Самое распространённое — объяснения в любви:
««Родя — ты прикольный чел.!»;
««Хоть я не фанатка Достоевского, но я люблю тебя, Родя! Инна, 10-а»;
««Пусть всегда будет Родя!»;
Ему, кумиру, здесь адресованы целые лирические послания:
««Родя! Это место твой храм…Мы поставим свечку в твоём храме. Свеча погаснет, но её свет останется в нас. Он вечен, как вечна жизнь. Ты бессмертен»;
«За ни за что тебе спасибо,
за ни за что тебе, мой друг.
И, словно тень, проходит мимо
волнобаржовый бороздюк! Морозный. Псков».
Есть и явные следы молодёжной агрессивности:
«Бей старух, спасай Россию!»;
«Родя, убей мою соседку!!! P S. Пожалуйста».
Рядом краткие философские эссе:
«Родя! Ты не её убил, а себя! Мурка, Ann, М.-О.»;
«Раскольников тоже не знал, зачем он шёл к Сонечке — ему нужны были её слёзы… Маша»;
«Дорогой мой Родя! Ты — дурак! И зачем, зачем ты сделал это?! Но ты выстрадал — и этим возродился… Твои Наташа и Катя!»;
«Родя, не обманывай себя, ведь ты любишь смерть, я тоже её люблю» (ниже приписка: «Ну и дурак»).
Наконец, под самой крышей, — низкая дверь. Та самая, за которой в каморке, более походившей на шкаф, обитал Родион Раскольников. К этой двери ведут тринадцать ступеней, отделяющие каморку от последнего, четвёртого этажа. Сразу вспомнилось: «Он… прислушался, схватил шляпу и стал сходить свои тринадцать ступеней». Справа от косяка старательно выведено белой краской: «Ждите меня, и я вернусь. Вернусь однозначно! Родя».
Берусь за дверную ручку и осторожно тяну на себя. Нет ни каморки, ни «трёх старых стульев, не совсем исправных», ни «крашеного стола в углу», ни «неуклюжей большой софы». Только укрытый полуистлевшими тряпками полосатый матрас, пустая водочная бутылка, пара грязных тарелок и уходящий куда-то вдаль засиженный голубями чердак: бомжеубежище.

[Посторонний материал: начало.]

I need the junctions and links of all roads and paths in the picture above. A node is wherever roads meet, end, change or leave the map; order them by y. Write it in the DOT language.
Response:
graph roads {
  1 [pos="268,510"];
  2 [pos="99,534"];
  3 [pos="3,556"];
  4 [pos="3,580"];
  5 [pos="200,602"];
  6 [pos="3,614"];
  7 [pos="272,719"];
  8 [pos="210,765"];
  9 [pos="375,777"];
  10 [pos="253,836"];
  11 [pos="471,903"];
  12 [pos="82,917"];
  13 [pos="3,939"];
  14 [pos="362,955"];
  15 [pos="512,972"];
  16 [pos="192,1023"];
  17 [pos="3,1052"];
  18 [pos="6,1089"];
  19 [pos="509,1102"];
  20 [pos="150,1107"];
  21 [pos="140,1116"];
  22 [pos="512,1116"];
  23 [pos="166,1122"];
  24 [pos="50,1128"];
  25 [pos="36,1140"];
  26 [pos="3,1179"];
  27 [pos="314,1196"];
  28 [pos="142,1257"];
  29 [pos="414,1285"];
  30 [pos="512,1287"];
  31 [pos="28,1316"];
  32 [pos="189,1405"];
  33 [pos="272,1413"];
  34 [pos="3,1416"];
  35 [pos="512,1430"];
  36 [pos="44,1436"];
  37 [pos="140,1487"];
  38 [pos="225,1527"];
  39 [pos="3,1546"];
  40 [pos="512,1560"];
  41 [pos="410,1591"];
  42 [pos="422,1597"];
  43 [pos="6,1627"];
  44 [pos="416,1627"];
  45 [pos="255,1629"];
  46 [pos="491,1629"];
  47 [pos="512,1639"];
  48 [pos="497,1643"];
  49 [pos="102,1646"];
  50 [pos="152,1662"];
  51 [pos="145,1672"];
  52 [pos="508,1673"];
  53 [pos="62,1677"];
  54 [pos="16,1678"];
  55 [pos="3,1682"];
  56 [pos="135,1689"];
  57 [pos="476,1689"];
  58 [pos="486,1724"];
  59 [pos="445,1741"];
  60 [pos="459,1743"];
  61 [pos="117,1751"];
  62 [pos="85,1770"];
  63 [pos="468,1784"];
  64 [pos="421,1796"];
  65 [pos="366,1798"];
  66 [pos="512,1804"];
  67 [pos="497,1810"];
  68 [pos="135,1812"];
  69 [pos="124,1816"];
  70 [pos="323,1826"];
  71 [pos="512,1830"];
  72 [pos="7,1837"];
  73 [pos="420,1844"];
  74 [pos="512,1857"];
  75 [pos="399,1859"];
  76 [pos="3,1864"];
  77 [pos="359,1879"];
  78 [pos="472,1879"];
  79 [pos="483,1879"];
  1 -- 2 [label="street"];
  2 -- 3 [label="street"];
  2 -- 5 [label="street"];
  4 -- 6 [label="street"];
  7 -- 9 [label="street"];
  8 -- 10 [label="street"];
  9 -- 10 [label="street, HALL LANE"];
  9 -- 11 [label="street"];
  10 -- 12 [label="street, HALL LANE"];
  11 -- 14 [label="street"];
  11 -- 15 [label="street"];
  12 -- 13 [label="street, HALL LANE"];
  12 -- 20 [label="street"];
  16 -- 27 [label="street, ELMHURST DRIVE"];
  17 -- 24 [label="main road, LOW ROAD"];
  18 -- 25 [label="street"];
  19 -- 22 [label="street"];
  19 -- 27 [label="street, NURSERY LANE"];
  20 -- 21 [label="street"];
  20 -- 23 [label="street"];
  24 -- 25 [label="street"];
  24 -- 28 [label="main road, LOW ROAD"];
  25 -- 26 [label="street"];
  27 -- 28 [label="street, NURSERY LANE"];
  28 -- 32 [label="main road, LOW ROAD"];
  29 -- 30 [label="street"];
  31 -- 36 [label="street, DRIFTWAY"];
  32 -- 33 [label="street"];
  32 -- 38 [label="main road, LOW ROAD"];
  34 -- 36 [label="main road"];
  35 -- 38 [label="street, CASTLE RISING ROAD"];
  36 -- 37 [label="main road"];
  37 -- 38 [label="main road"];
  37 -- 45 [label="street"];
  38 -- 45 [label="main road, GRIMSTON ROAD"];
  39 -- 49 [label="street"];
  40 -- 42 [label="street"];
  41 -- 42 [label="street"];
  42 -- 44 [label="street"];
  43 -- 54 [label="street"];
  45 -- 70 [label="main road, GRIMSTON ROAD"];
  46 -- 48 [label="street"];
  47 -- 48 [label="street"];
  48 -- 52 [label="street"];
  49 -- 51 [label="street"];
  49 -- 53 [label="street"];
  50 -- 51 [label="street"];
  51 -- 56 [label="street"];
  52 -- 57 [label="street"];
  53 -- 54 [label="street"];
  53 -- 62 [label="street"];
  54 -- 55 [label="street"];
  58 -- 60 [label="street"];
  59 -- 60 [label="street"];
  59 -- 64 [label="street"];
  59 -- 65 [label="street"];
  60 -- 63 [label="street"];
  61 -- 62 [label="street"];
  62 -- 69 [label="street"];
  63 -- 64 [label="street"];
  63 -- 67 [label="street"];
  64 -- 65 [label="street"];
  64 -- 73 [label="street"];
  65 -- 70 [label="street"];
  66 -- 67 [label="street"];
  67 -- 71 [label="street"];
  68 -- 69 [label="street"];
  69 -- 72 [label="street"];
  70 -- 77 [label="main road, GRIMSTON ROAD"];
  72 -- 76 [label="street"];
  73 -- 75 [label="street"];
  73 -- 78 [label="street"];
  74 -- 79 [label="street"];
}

В этот момент на четвёртом этаже — где жила хозяйка, у которой квартировал Раскольников, — щёлкает дверной замок, и передо мной возникает строгая старуха в видавшем виды плаще и шляпке «были и мы молодыми».
— Тоже гадости малюешь?! — вопрошает она, грозно стукнув длинным зонтом об каменный пол.
— Да нет, я только читаю.
— Нашёл, что читать! Глупости всякие, особенно про старух. Страшный дом, и жить тут страшно. Вон моя внучечка, начиталась да пошла на меня с топором. «Хочу, — кричит, — жить одна!». А чем мы, старухи, вам помешали? Дотягиваем своё в нищете. Пенсия такая — без топора помрёшь!..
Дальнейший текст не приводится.